# Problem: File History not backing up Outlook.pst properly?



## BtF8i4 (Apr 20, 2010)

I back up my Outlook.pst file to an external hard drive, but when I try to recover for various dates in Windows File History, it just shows an Outlook.pst file with a few kilobytes in a white shaded out form, not like my archive.pst, etc. which gets backed up and looks like a regular yellow and white Outlook.pst file. I simultaneously back up ALL the same files (automated) to the cloud and to an attached SD card with Crashplan and when recovery is attempted, they all appear to have backed up properly. I'm using Outlook 2010.


----------



## DaveA (Nov 16, 1999)

How and with what program are you backing up your PST file with?


----------



## BtF8i4 (Apr 20, 2010)

I am backing up with "File History", the Windows 10 backup found in Windows 10.


----------



## Triple6 (Dec 26, 2002)

I don't believe File History can back up PST files as they are either constantly changing and it would constantly be updating it's copy. You'll need to backup the PST file using a PST backup utility, a simple copy and paste, or another backup utility that does backups at a single point and time. 

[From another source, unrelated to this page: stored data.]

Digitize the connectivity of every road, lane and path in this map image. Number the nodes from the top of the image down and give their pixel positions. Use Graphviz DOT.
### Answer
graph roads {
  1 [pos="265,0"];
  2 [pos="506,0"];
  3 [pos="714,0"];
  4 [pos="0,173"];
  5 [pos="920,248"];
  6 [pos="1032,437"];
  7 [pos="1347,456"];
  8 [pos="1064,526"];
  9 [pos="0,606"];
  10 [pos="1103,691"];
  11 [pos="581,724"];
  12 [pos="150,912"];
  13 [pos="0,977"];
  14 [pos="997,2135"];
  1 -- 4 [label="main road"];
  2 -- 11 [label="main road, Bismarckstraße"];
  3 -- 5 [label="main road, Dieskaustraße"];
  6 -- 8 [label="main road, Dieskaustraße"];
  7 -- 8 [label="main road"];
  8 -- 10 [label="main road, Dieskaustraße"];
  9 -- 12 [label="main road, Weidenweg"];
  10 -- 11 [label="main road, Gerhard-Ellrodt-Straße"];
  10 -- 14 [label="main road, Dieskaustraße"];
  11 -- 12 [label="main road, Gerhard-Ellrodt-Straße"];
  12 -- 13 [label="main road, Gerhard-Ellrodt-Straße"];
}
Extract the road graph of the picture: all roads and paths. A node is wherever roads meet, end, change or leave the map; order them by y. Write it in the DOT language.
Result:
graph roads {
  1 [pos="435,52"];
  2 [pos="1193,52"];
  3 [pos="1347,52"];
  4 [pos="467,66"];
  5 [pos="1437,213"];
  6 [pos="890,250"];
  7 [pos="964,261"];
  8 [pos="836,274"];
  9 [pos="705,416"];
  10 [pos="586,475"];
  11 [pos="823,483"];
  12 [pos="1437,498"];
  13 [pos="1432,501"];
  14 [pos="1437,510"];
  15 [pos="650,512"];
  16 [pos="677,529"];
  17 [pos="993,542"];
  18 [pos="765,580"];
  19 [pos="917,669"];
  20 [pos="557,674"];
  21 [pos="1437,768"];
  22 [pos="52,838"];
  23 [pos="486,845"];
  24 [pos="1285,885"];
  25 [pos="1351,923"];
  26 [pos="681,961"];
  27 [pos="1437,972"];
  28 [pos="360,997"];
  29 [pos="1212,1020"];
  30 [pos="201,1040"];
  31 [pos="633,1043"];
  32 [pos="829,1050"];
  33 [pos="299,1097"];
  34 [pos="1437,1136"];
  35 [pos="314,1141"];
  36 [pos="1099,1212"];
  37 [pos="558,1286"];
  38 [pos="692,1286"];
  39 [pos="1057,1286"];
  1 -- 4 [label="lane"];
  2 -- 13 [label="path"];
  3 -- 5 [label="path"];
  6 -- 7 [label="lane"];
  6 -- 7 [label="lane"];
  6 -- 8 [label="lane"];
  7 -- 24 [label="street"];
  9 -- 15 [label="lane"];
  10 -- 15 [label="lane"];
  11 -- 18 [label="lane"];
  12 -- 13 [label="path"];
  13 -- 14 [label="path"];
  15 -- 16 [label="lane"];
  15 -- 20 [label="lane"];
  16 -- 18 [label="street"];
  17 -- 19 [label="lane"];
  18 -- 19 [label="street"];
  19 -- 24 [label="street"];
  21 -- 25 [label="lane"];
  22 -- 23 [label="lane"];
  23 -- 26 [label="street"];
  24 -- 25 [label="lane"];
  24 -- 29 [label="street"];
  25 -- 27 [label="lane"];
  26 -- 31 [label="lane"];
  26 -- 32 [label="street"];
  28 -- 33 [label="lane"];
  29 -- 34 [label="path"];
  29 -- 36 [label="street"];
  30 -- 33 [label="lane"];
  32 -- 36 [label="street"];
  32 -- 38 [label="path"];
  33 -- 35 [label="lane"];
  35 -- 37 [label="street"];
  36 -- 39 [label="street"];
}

FYI, PST files and POP accounts are awful.


----------



## BtF8i4 (Apr 20, 2010)

Can you recommend a good PST file back up utility? Or would the pre-windows 10 Built-in file back-up utility suffice? I don't know how the Crashplan Back up program is able to backup the outlook.pst successfully to the cloud and to my SD card while Windows file history can't to an external hard drive - do you? The same principle of a "moving target" for the file in question should apply. Also, I know that POP / PST is not the best way to have my email set up in Outlook, but if I use IMAP I'm afraid of deleting an email accidentally and having it disappear from the server as well.


----------



## Triple6 (Dec 26, 2002)

File History is constantly monitoring files for changing, PST files are constantly changing, CrashPlan takes a single snapshot at a specific interval or time.

PST backup for Outlook, you can configure how often it runs an it backups up when you close Outlook: https://outlookbackupaddin.codeplex.com/


----------